PostSharp. Problem solving logging and auditing

Hello again! Last time, when discussing AOP, we talked about solving caching problems. Today we will talk about an equally frequent task - the task of logging and auditing. We often have to deal with situations such as, for example, analyzing someone else's code. Imagine that you were given the task of integrating with a third-party library. The core tools of almost every developer - .net reflector, ILSpy, dotPeek give an excellent idea of ​​the program code. About its algorithms, structure, possible locations of errors. And cover a large percentage of questions to the software product. However, this happens until you begin to actively use it.

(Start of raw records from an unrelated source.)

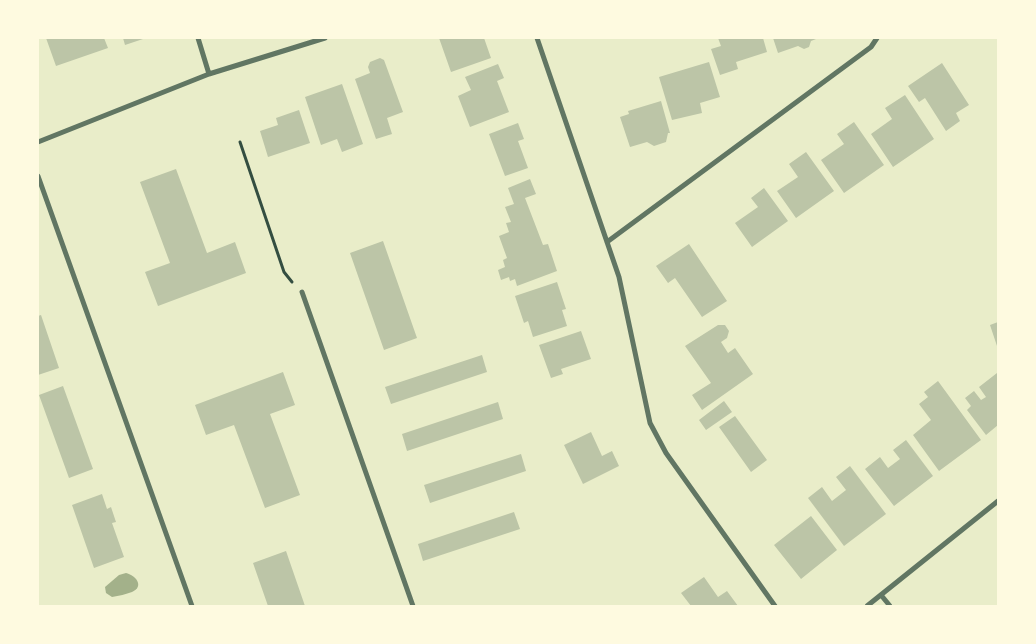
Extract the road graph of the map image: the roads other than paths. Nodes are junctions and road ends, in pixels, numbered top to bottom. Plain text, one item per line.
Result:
1 (198, 38) edge
2 (324, 38) edge
3 (536, 38) edge
4 (877, 38) edge
5 (209, 74) junction
6 (38, 142) edge
7 (38, 176) edge
8 (607, 242) junction
9 (302, 292) road end
10 (998, 501) edge
11 (881, 596) junction
12 (192, 606) edge
13 (414, 606) edge
14 (775, 606) edge
15 (867, 606) edge
16 (890, 606) edge

1 - 5 street
2 - 5 street
3 - 8 street
4 - 8 street
5 - 6 street
7 - 12 street
8 - 14 street
9 - 13 street
10 - 11 street
11 - 15 street
11 - 16 street

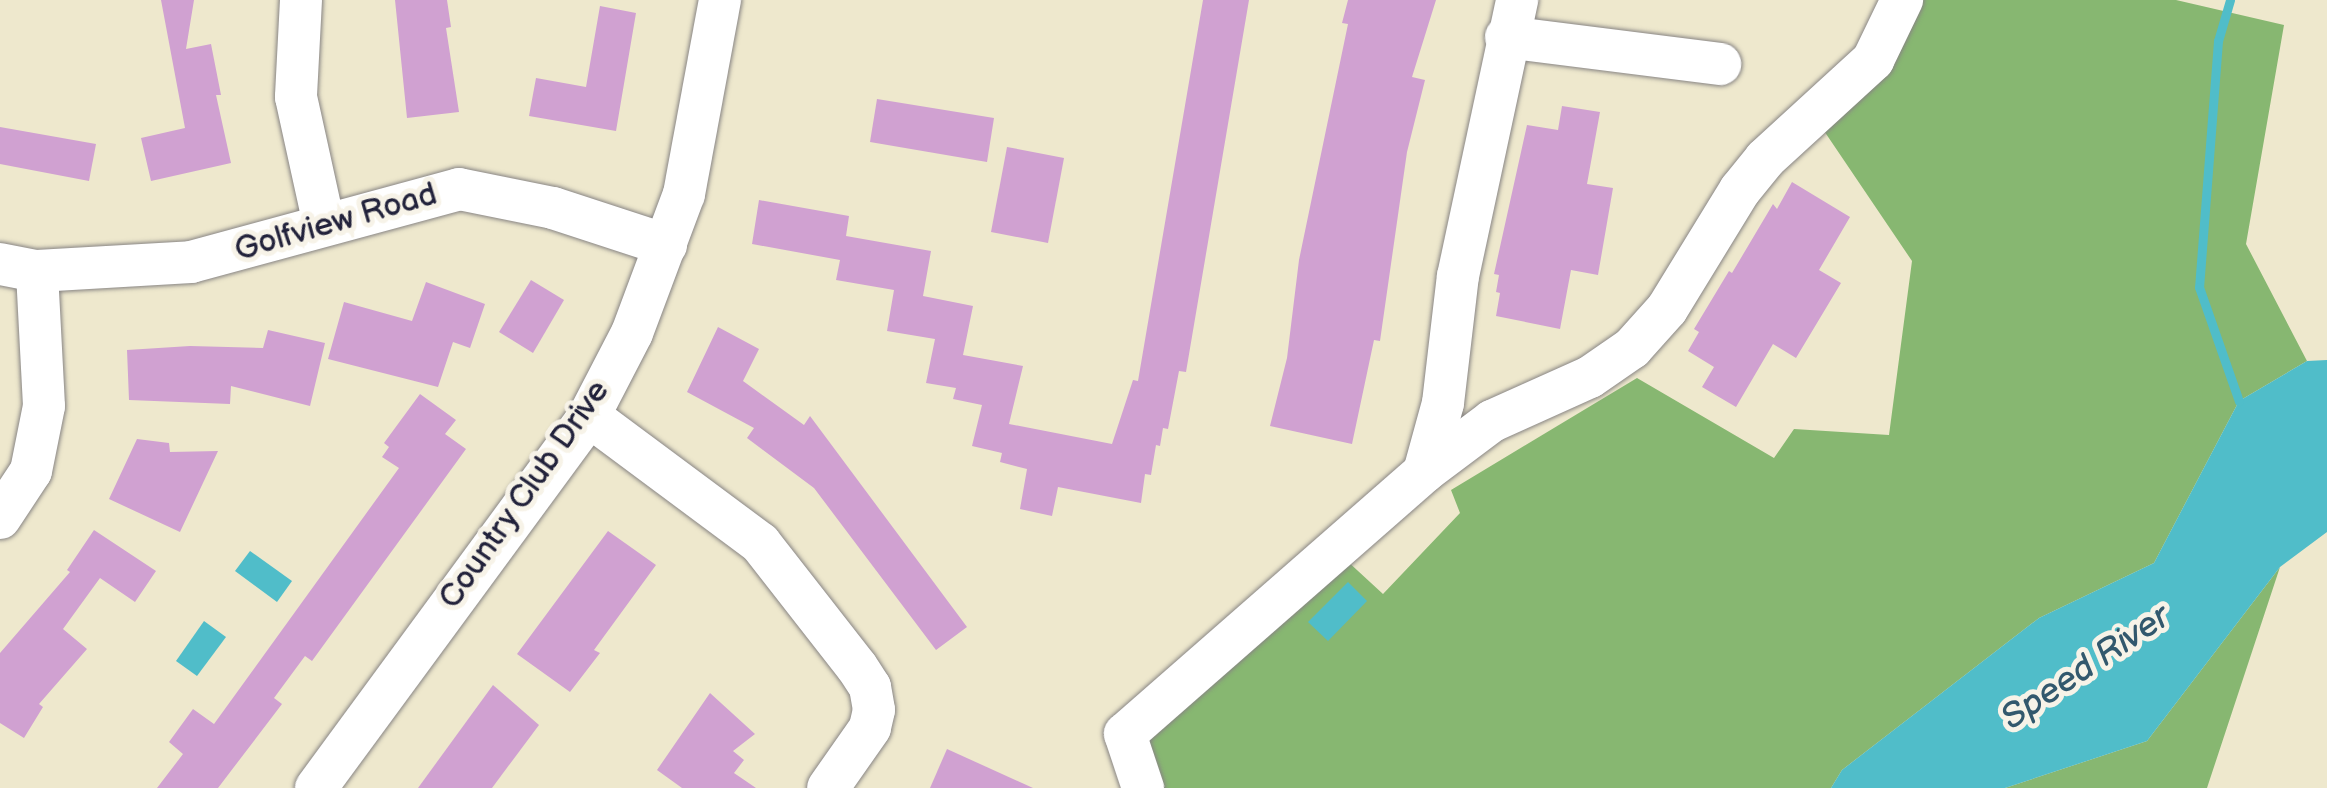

There may be both performance problems and incomprehensible “bugs” inside a third-party product, which, if you do not have a disassembler with the debugger function, are not so easy to find. Or, for example, you just need to monitor the values ​​of variables, without stopping the product at breakpoints, real-time. Such places often need to be urgently and quickly corrected. And how, when correcting this code, do not write a program that will then be in the top of the site govnokod.ru ? We will talk about such situations now.


Logging and auditing are opportunities where PostSharp is one of the best. This is one of the fundamental examples showing the principle of "cross-cutting". After all, instead of interspersing the logging code in each place where it should be done, you enter logging in only one point, automatically distributing the code to all the necessary methods. And, of course, you can do it selectively, on several methods, fields, or properties. You can write to the log a lot of very useful information, however, during the lifetime of the framework and the practice of working with it, I will highlight the following popular categories:

• Information about executable code: function name, class name, parameter values, and so on. This can greatly help you in reducing the various scenarios that could lead to a result;
• Performance information: you can find out how long it took to execute methods;
• Exceptions: it is possible to intercept an exception, save information about it to the log and regenerate this exception in order not to violate the logic of the original application.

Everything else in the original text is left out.